He has the credentials – in 1998 he became the first person to swim across the Atlantic.
Lecomte estimates his 8850-kilometre Pacific crossing will take five months, swimming eight hours a day.
The mission will take him straight through the Great Pacific Garbage Patch, a floating rubbish dump the size of Texas in the middle of the ocean.
Lecomte said the aim is to showcase the effects of mindless consumption and how it ends up in our food chain.
“We want to show people what is around because 80 per cent of the plastic you find in the ocean comes from land.
“What you see on the surface of the Great Pacific Patch is only 15 per cent because 70 per cent is in the water column and the other 15 per cent is on the bottom.”
Footage from the journey –which will be live-streamed and documented on social media –will give him the opportunity to talk about sustainability to a global audience.
“We create our own problem, basically,” he said. “I think we have the opportunity to talk about that and engage people to realise we have the solution in our hands. We can change our habits and what we do on a daily basis to change what we do to the environment.”
The monumental feat will mean swimming freestyle for eight hours a day wearing a snorkel and following a rope in the water attached to a support boat where he will sleep in the evening. He’ll also wear a thick wetsuit to ward off jellyfish stings and sunburn.
The exact start date hasn’t been set yet as it depends on whether and when the support boat will be fully equipped with his specific needs, including an electrode which creates an electromagnetic field to ward off curious sharks.
He’ll drink liquid meals during the day to keep up his 8000 calories and eat four big meals – including two in the middle of the night.
“It’s unfortunately not five-star meals but after swimming for eight hours you are not very picky about what you want to eat, you just want to eat.”
As for how his body swill survive six months of constant movement, Lecomte said the good thing about low-impact swimming is that there are no joint problems of tendinitis that come with it.
“It’s good on the body. What you have to do is manage your effort and swim at a regular pace you can sustain. It’s almost like a person who would walk fast rather than a runner.”
For now, Lecomte is focused on training and keeping up his endurance. He’s also avoiding ocean swims to make sure they stay novel.
“I don’t want to swim too much because I don’t want to lose the pleasure of swimming. Right now it’s lengths in the pool so it’s not that enjoyable.
“It’s all about endurance and keeping in shape – running, cycling and swimming..”
Once the swim is done his goal is to speak in schools about sustainability while raising funds for climate change and educating people on how they can reduce their carbon footprint.
He said his goal is about changing the mindset of consumers and not about getting his name in the record books.

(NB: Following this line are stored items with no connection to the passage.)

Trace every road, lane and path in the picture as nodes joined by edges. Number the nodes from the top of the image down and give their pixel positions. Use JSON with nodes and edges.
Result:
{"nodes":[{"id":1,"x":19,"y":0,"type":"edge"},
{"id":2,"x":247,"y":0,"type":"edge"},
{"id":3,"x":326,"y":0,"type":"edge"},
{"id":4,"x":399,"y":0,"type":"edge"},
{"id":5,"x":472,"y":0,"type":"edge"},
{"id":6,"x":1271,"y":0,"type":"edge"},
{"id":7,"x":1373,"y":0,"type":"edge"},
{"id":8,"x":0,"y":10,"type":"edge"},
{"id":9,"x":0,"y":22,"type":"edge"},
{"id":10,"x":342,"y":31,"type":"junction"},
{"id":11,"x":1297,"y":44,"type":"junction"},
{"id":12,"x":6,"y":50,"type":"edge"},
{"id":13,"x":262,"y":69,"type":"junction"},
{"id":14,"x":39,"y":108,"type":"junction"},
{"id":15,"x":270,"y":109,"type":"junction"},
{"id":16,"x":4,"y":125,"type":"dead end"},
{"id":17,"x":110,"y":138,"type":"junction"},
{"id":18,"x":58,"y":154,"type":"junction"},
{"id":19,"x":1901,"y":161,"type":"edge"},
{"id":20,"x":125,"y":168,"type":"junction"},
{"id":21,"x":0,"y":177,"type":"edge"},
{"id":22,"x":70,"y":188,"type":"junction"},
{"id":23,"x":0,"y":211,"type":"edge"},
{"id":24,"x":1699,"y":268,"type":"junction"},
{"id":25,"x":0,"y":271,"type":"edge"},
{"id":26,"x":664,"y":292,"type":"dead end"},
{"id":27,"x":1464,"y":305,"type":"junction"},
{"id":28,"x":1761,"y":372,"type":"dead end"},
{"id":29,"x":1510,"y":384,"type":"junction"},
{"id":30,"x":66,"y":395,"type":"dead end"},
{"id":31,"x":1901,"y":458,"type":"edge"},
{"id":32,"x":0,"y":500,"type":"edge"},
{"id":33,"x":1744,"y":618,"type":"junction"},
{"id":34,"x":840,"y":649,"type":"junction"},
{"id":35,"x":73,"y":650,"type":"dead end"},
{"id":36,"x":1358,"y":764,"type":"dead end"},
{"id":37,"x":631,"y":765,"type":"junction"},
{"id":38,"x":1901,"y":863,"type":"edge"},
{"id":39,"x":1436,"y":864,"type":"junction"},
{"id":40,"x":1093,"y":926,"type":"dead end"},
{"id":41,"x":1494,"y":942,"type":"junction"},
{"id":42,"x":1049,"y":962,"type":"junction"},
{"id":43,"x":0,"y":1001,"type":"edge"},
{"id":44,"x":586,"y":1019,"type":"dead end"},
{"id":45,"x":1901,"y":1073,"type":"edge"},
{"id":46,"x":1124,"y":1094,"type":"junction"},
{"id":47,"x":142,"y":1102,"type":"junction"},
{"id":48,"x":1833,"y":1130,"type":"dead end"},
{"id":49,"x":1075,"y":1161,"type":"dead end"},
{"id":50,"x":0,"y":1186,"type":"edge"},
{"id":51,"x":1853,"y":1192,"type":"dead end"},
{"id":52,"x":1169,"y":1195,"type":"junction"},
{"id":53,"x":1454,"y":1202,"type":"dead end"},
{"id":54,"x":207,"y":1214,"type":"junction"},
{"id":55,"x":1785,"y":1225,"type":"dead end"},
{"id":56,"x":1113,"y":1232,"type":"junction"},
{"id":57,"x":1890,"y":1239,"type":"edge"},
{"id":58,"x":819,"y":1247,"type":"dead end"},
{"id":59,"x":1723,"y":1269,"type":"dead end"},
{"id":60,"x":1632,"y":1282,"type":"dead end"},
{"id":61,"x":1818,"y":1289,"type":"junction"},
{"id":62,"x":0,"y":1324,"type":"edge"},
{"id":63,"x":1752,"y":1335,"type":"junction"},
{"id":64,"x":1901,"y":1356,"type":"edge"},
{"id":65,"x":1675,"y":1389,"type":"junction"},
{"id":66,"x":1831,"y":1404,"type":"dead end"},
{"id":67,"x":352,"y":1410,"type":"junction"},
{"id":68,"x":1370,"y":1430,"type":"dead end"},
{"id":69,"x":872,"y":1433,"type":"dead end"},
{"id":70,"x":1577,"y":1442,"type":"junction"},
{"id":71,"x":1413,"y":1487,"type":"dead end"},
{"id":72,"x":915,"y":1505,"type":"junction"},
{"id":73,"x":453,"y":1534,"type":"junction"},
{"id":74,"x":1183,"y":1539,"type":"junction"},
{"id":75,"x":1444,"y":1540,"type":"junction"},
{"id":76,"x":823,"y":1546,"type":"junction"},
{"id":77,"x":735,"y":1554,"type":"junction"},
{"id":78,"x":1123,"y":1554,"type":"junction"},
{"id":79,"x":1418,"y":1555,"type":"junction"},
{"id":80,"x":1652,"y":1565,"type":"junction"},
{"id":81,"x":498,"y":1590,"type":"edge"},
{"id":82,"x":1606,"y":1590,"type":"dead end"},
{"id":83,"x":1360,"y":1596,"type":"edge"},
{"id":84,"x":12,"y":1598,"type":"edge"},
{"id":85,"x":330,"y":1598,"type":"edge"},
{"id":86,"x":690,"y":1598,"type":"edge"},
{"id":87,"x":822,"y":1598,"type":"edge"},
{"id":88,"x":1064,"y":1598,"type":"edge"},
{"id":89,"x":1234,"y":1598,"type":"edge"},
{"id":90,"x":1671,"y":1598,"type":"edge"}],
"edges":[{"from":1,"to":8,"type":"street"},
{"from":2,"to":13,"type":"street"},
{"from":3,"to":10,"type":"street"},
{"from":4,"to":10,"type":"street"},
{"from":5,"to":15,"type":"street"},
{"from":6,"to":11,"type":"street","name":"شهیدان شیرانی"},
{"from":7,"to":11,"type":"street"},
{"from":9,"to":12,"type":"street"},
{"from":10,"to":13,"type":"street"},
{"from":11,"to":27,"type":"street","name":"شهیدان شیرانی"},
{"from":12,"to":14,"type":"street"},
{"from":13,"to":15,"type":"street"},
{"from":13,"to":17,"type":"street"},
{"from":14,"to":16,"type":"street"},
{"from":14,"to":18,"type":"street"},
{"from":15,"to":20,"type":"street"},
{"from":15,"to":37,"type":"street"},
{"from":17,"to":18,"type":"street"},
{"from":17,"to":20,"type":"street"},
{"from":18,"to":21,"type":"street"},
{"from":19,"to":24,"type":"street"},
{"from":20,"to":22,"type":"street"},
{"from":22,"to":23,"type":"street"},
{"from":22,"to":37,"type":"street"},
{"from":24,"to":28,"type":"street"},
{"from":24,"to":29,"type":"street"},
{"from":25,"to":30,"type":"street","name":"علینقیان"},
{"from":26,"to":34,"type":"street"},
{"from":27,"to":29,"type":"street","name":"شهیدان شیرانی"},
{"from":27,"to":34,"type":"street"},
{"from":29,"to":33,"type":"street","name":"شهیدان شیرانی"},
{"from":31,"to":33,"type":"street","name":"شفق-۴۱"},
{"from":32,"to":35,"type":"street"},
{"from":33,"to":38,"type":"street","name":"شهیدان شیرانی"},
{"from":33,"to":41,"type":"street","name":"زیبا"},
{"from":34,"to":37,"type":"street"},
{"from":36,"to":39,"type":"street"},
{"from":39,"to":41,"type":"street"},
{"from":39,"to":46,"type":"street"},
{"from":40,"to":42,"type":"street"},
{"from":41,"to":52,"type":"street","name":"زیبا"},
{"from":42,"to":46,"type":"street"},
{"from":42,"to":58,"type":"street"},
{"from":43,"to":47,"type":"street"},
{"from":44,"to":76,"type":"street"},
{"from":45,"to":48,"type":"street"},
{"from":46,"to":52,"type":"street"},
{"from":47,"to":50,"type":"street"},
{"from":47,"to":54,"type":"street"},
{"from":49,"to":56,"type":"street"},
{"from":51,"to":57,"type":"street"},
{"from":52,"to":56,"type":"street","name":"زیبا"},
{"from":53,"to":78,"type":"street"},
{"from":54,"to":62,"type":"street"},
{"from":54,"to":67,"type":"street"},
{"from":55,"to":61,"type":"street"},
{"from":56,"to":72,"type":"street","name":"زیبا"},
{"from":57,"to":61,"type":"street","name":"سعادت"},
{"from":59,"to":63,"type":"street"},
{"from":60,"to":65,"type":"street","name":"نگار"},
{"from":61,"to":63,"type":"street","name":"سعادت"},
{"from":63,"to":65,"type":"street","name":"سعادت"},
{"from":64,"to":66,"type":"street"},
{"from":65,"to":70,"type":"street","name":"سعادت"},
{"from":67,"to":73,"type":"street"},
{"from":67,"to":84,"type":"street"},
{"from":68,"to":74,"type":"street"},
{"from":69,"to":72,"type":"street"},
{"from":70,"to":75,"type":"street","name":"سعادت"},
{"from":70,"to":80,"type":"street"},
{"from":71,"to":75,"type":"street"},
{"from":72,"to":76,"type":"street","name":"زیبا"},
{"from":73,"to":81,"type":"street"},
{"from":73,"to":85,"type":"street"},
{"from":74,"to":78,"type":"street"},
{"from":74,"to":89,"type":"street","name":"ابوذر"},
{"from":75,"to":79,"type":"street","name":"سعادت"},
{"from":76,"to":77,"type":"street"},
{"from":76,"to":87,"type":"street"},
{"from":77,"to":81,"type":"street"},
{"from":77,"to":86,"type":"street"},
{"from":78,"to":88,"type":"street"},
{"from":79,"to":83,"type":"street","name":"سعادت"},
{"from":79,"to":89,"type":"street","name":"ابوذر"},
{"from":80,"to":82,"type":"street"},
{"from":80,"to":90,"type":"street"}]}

“The adventure for me is within, I don’t look at it as swimming from Tokyo to San Francisco, I look at what is happening within me and what I want to do with my passion.”
He said every minute of his time will be scheduled.
The hardest challenge, he said, is not the physical one, but the mental discipline the journey will require.
“The last thing you want to do is not know what you’re going to do with your mind,” he said from his home in Dallas, Texas. “The first hour I relive any event, like a birthday party. The second hour is math exercise, like counting or dividing numbers.”
“The third one, I try to visualise or imagine a place I never been to, like Australia. How would it be there? What would the sun be like? What’s it like when I pass someone in the street? I engage all my sense to disassociate my mind from my body.”
It’s a process Lecomte developed in a previous swim across the Atlantic Ocean that took 73 days. He said such challenges encompass his two passions – open water swimming and environmental sustainability.
“You have to start with a passion and I have done open water swimming and adventure swims for a long time, that’s what I’m passionate about,” he said.
“But I’ve noticed I find more plastic floating in the ocean, less fish, less, coral, less algae, less life in the ocean – so I want to use my passion as a platform to get attention on the issues and try to make a change and offer a better future for my children.”
He was inspired to do the first trip after watching someone row a boat from Boston to France.
After crunching the numbers himself he realised he could probably do it in a similar time without the heavy boat.
This time, the swim will take around six months but Lecomte said he only ever thinks about it on a daily basis: “Otherwise you cannot wrap your brain around it, it’s impossible”.
“What inspires me is my children and what happens for the next generation. We are going to leave them with a big liability and I want to help them with decreasing that liability. That’s the big adventure for me.”